Grieves and sufferings of MEK member’s elderly mother

As a young man from the North of Iran, Golestan Province, Rasool Mahdloo Torkamani wanted to immigrate to Italy. He started learning Italian language when he was very young. He had decided to continue his studies in Italy.

Rasool was in love with Masoomeh, his cousin, the daughter of his aunt. They soon married in a simple romantic wedding party.The newly married couple traveled to Italy together. “We sent him money during the months they were in Italy,” his brother Mohammad Mahdloo Torkamani says. “Then they returned to Iran. They stayed here for a few months and again got back to Italy and this was our last visit.”

The Torkamanis have had no contact with Rasool and his wife, Masooneh Qiasi for almost forty years. They had joined the Mujahedin Khalq Organization (MKO/ MEK/ PMOI/ Cult of Rajavi). “A few years later, we learned from some defectors of the MEK that Rasool has been in the group”, Mohammad says. “He was supposed to live in Europe but he turned out to live in the deserts of Iraq.”

Rasool Mahdloo Torkamani

ShirAhmad Roozrokh who is a defector of the MEK and lives in Golestan, recalls Rasool in the group. “Rasool was called Torkman in the MEK,” ShirAhmad says. “He spoke Italian very well. He worked in the administrative unit of the group.”

“Rasool and Masoomeh live in separated units in the MEK’s camp”, ShirAhmad notifies.
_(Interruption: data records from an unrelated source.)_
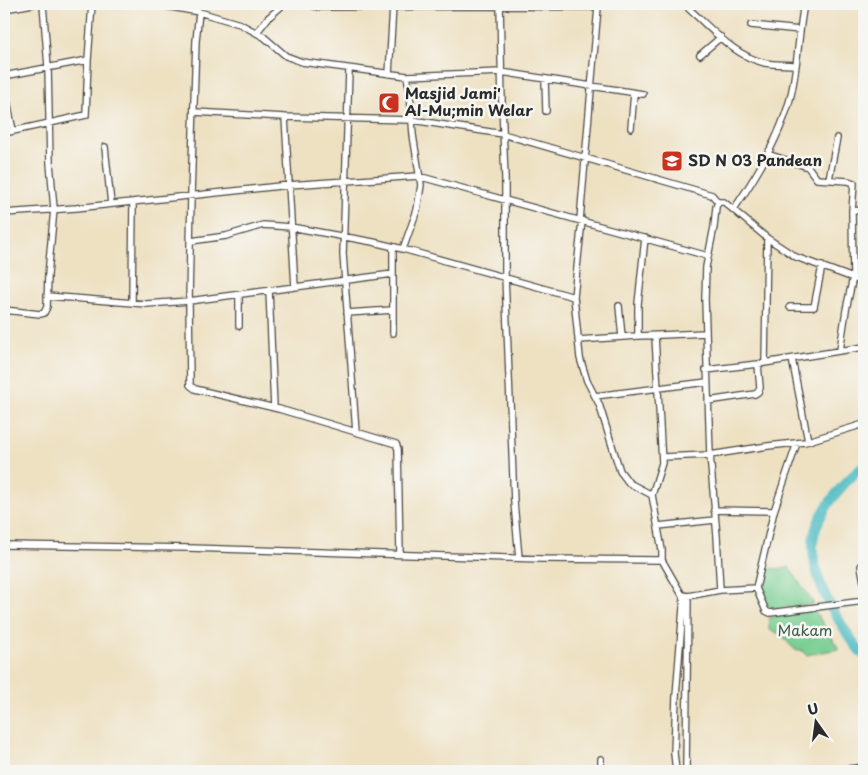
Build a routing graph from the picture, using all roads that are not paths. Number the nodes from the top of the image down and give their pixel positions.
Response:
1 (33, 4) edge
2 (42, 4) edge
3 (92, 4) edge
4 (155, 4) edge
5 (284, 4) edge
6 (307, 4) edge
7 (686, 4) edge
8 (777, 4) edge
9 (500, 5) edge
10 (804, 5) edge
11 (393, 6) edge
12 (4, 10) edge
13 (199, 12) junction
14 (750, 25) dead end
15 (800, 30) junction
16 (257, 32) junction
17 (721, 37) junction
18 (700, 54) dead end
19 (88, 60) junction
20 (796, 65) junction
21 (48, 67) junction
22 (349, 70) junction
23 (501, 72) junction
24 (389, 74) junction
25 (4, 76) edge
26 (407, 76) junction
27 (545, 80) junction
28 (4, 85) edge
29 (590, 86) junction
30 (634, 93) junction
31 (643, 94) dead end
32 (546, 111) dead end
33 (194, 112) junction
34 (285, 118) junction
35 (348, 118) junction
36 (412, 120) junction
37 (48, 124) junction
38 (631, 128) dead end
39 (13, 131) junction
40 (4, 132) edge
41 (503, 134) junction
42 (837, 138) dead end
43 (105, 147) dead end
44 (767, 154) junction
45 (585, 157) junction
46 (418, 176) junction
47 (829, 179) junction
48 (345, 182) junction
49 (289, 185) junction
50 (191, 195) junction
51 (505, 200) junction
52 (133, 202) junction
53 (718, 202) junction
54 (111, 204) junction
55 (54, 209) junction
56 (734, 209) junction
57 (852, 210) junction
58 (864, 210) edge
59 (4, 213) edge
60 (581, 220) junction
61 (291, 228) junction
62 (344, 236) junction
63 (645, 238) junction
64 (767, 238) junction
65 (191, 240) junction
66 (393, 246) junction
67 (403, 249) junction
68 (708, 256) junction
69 (822, 266) junction
70 (393, 274) junction
71 (505, 276) junction
72 (853, 277) junction
73 (345, 281) junction
74 (864, 282) edge
75 (295, 287) junction
76 (269, 290) junction
77 (238, 294) junction
78 (47, 296) junction
79 (574, 297) junction
80 (189, 301) junction
81 (132, 303) junction
82 (619, 306) dead end
83 (790, 307) dead end
84 (4, 310) edge
85 (393, 310) junction
86 (347, 313) junction
87 (239, 326) dead end
88 (393, 333) dead end
89 (706, 333) junction
90 (638, 336) junction
91 (655, 336) junction
92 (622, 337) junction
93 (578, 340) junction
94 (864, 347) edge
95 (840, 350) junction
96 (792, 359) junction
97 (765, 363) junction
98 (758, 364) junction
99 (706, 370) junction
100 (707, 382) junction
101 (656, 388) junction
102 (595, 396) junction
103 (708, 401) junction
104 (274, 408) junction
105 (864, 424) edge
106 (356, 432) junction
107 (808, 441) junction
108 (797, 443) junction
109 (710, 455) junction
110 (662, 457) junction
111 (652, 495) junction
112 (714, 510) junction
113 (774, 511) junction
114 (715, 520) junction
115 (658, 526) junction
116 (4, 545) edge
117 (400, 554) junction
118 (519, 558) junction
119 (662, 560) junction
120 (864, 563) edge
121 (864, 582) edge
122 (756, 588) junction
123 (720, 590) junction
124 (686, 595) junction
125 (864, 601) edge
126 (601, 759) dead end
127 (864, 767) edge
128 (601, 771) edge
129 (676, 771) edge
130 (686, 771) edge
131 (833, 771) edge

1 - 12 street
2 - 21 street
3 - 19 street
4 - 13 street
5 - 16 street
6 - 11 street
7 - 17 street
8 - 10 street
9 - 11 street
9 - 23 street
9 - 29 street
10 - 15 street
11 - 24 street
13 - 16 street
13 - 33 street
14 - 15 street
15 - 20 street
16 - 22 street
17 - 18 street
17 - 20 street
19 - 21 street
19 - 37 street
20 - 44 street
21 - 25 street
21 - 37 street
22 - 24 street
22 - 35 street
23 - 26 street
23 - 27 street
23 - 41 street
24 - 26 street
26 - 36 street
27 - 29 street
27 - 32 street
28 - 39 street
29 - 30 street
29 - 45 street
30 - 31 street
30 - 38 street
33 - 34 street
33 - 50 street
34 - 35 street
34 - 49 street
35 - 36 street
35 - 48 street
36 - 41 street
36 - 46 street
37 - 39 street
37 - 55 street
39 - 40 street
41 - 45 street
41 - 51 street
42 - 47 street
43 - 54 street
44 - 47 street
44 - 56 street
45 - 53 street
45 - 60 street
46 - 48 street
46 - 51 street
46 - 67 street
47 - 57 street
48 - 49 street
48 - 62 street
49 - 50 street
49 - 61 street
50 - 52 street
50 - 65 street
51 - 60 street
51 - 71 street
52 - 54 street
52 - 81 street
53 - 56 street
53 - 68 street
54 - 55 street
55 - 59 street
55 - 78 street
56 - 64 street
57 - 58 street
57 - 72 street
60 - 63 street
60 - 79 street
61 - 62 street
61 - 65 street
61 - 75 street
62 - 66 street
62 - 73 street
63 - 68 street
63 - 90 street
64 - 69 street
64 - 97 street
65 - 80 street
66 - 67 street
66 - 70 street
67 - 71 street
68 - 89 street
69 - 72 street
69 - 83 street
70 - 73 street
70 - 85 street
71 - 79 street
71 - 118 street
72 - 74 street
72 - 95 street
73 - 75 street
73 - 86 street
75 - 76 street
76 - 77 street
76 - 104 street
77 - 80 street
77 - 87 street
78 - 81 street
78 - 84 street
79 - 93 street
80 - 81 street
80 - 104 street
82 - 92 street
85 - 86 street
85 - 88 street
86 - 106 street
89 - 91 street
89 - 99 street
90 - 91 street
90 - 92 street
91 - 101 street
92 - 93 street
93 - 102 street
94 - 95 street
95 - 96 street
96 - 97 street
96 - 107 street
97 - 98 street
98 - 99 street
98 - 103 street
99 - 100 street
100 - 101 street
100 - 103 street
101 - 102 street
101 - 110 street
102 - 111 street
103 - 109 street
104 - 106 street
105 - 107 street
106 - 117 street
107 - 108 street
108 - 109 street
108 - 113 street
109 - 110 street
109 - 112 street
110 - 111 street
111 - 115 street
112 - 113 street
112 - 114 street
113 - 122 street
114 - 115 street
114 - 123 street
115 - 119 street
116 - 117 street
117 - 118 street
118 - 119 street
119 - 124 street
120 - 121 street
122 - 123 street
122 - 125 street
123 - 124 street
124 - 129 street
124 - 130 street
126 - 128 street
127 - 131 street

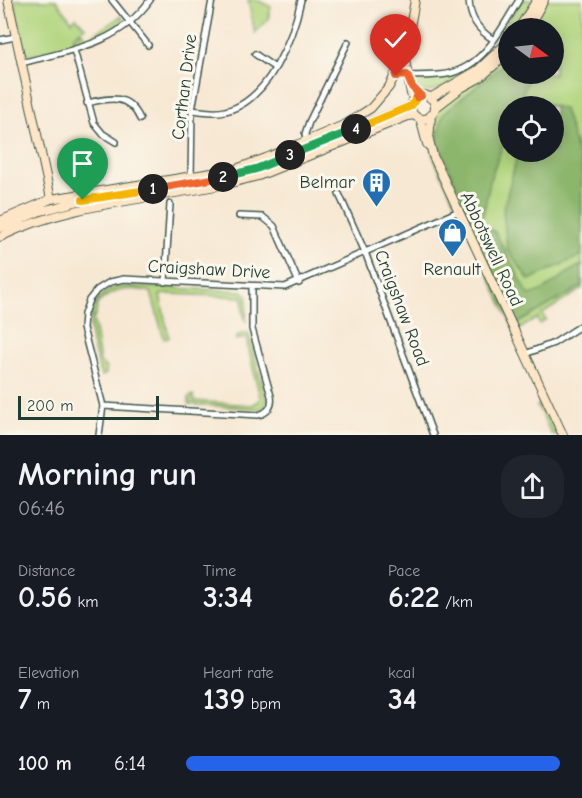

Couples are forced to divorce according to the MEK regulations. “Rasool used to love Masoomeh very much”, His brother says feeling pity for Rasool’s love life. “The MEK has ruined their romantic marriage, nothing is left of their love.”

Rasool’s sister cannot hold her tears while she is speaking of her brother. “I am the only one who have seen our mother’s grieves and sufferings during the years of the absence of Rasool,” she says. “Our father passed away while he was calling Rasool’s name. I wish mom could see Rasool as soon as possible.”

Rasool’s elderly mother, Nesa HemmatNia is sick and frail. He speaks to the camera of Nejat Society in Torkman language. “My Dear Rasool just come! I’d love to hear your voice in the last years of my life. I am always looking forward to your coming back. Every new year, I say to myself that you may come.”